O cerco autoimposto dos países como resposta à propagação do vírus evidenciou de forma mais clara o dano que causam os mecanismos com os quais opera o modelo extrativista hegemônico nos países da América Latina, e a dois deles se refere este artigo: a política do mais forte para continuar sustentando a prevalência do capital sobre a vida e as consequências da submissão do sul ao que o norte necessita, mesmo às custas de seu próprio bem-estar, consolidando relações de desigualdade e de dominação geopolítica.
A lógica do mais forte
Um elemento chave do extrativismo é a lógica do mais forte: quem tem dinheiro ou armas se apropria dos bens naturais e os explora para seu benefício, inclusive se isso viola os direitos de populações inteiras. Desse modo, na tensão capital-vida, prevalecem os interesses do capital. É o que aconteceu historicamente na região e que adquire, no que se antecipa do século XXI, novos indícios expansivos no marco de violências extremas como “as territorialidades criminosas, violência estatal e paraestatal, violência patriarcal; enfim, expansão das energias extremas”. (Svampa 13).
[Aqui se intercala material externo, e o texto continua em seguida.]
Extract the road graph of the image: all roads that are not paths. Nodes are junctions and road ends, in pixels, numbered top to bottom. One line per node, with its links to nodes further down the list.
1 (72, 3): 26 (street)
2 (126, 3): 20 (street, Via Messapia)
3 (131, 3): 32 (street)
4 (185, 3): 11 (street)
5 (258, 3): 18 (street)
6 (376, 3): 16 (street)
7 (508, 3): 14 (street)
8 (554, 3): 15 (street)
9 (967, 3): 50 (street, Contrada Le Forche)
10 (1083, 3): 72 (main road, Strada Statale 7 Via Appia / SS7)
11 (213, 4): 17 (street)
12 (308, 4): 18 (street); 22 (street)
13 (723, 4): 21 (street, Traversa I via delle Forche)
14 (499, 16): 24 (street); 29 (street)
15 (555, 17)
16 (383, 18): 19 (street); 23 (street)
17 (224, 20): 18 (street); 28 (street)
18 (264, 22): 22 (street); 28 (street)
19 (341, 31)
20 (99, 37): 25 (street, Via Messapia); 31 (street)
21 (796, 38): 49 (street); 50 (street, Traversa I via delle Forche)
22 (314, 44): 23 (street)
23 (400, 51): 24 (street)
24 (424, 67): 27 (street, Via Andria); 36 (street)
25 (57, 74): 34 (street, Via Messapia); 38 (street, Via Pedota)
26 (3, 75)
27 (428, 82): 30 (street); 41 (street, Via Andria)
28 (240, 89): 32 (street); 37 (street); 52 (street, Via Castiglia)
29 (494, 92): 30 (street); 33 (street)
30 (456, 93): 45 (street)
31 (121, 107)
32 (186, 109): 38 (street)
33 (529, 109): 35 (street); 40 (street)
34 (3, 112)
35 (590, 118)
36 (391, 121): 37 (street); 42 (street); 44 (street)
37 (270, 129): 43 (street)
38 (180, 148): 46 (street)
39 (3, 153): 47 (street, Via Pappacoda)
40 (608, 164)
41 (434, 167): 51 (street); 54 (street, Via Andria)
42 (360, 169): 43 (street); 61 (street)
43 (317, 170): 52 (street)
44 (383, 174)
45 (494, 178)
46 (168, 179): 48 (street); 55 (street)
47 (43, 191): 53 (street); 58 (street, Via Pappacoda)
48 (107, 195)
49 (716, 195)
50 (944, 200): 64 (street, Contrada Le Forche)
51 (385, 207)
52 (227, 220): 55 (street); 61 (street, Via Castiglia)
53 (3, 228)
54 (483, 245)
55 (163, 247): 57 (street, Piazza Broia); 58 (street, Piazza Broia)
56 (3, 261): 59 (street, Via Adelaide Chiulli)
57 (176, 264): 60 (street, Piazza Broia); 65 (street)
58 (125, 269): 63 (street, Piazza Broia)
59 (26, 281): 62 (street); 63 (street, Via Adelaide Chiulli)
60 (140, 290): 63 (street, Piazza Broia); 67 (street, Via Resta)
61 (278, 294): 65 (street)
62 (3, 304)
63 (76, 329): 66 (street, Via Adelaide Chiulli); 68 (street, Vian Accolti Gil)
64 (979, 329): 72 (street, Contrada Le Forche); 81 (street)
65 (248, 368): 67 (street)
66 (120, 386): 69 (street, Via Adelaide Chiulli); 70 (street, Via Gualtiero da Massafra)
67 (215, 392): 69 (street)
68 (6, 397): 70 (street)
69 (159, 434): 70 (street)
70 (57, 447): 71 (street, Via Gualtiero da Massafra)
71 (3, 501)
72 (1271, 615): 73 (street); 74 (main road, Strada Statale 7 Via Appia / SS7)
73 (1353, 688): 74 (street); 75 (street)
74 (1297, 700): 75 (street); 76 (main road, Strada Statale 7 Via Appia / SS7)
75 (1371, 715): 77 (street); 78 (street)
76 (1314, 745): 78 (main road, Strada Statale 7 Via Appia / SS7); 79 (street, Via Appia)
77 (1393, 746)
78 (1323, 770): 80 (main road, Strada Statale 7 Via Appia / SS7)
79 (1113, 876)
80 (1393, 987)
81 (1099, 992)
Em tempos de crise, esta forma de operar, baseada na prepotência e na violência, estende-se a questões básicas da sobrevivência; neste período, aconteceu com os insumos para a saúde, indispensáveis para enfrentar o covid-19. Com efeito, a maioria da mobilização de mercadorias de um país a outro, habilitada a pesar do fechamento de fronteiras, compreende o necessário para garantir o atendimento em saúde da população (máscaras, respiradores, equipamentos de proteção pessoal como macacões, máscaras especiais e outros, os quais, devido à alta demanda, começaram a faltar no começo do período de pandemia). Esta insuficiência desencadeou ações ao estilo pirata, como as denunciadas em relação aos respiradores de Taiwan destinados ao Paraguai, que ficaram nos Estados Unidos[2], ou o ocorrido com várias cargas de máscaras de proteção, em seu trânsito entre China e países da Europa e da América Latina, retidas em alguns deles[3]. Se a isso somamos que, em países como Argentina, Brasil e Paraguai, os grêmios de setores econômicos de poder buscaram levantar as medidas sanitárias rapidamente para evitar perdas de seus imensos lucros, fica claro que o capitalismo extrativista expôs sua pior face neste período complexo para a humanidade, demonstrando que o confronto capital versus vida está mais vigente do que nunca, mesmo em tempos tão incertos e quando a proteção da saúde e a vida deveriam ser priorizadas.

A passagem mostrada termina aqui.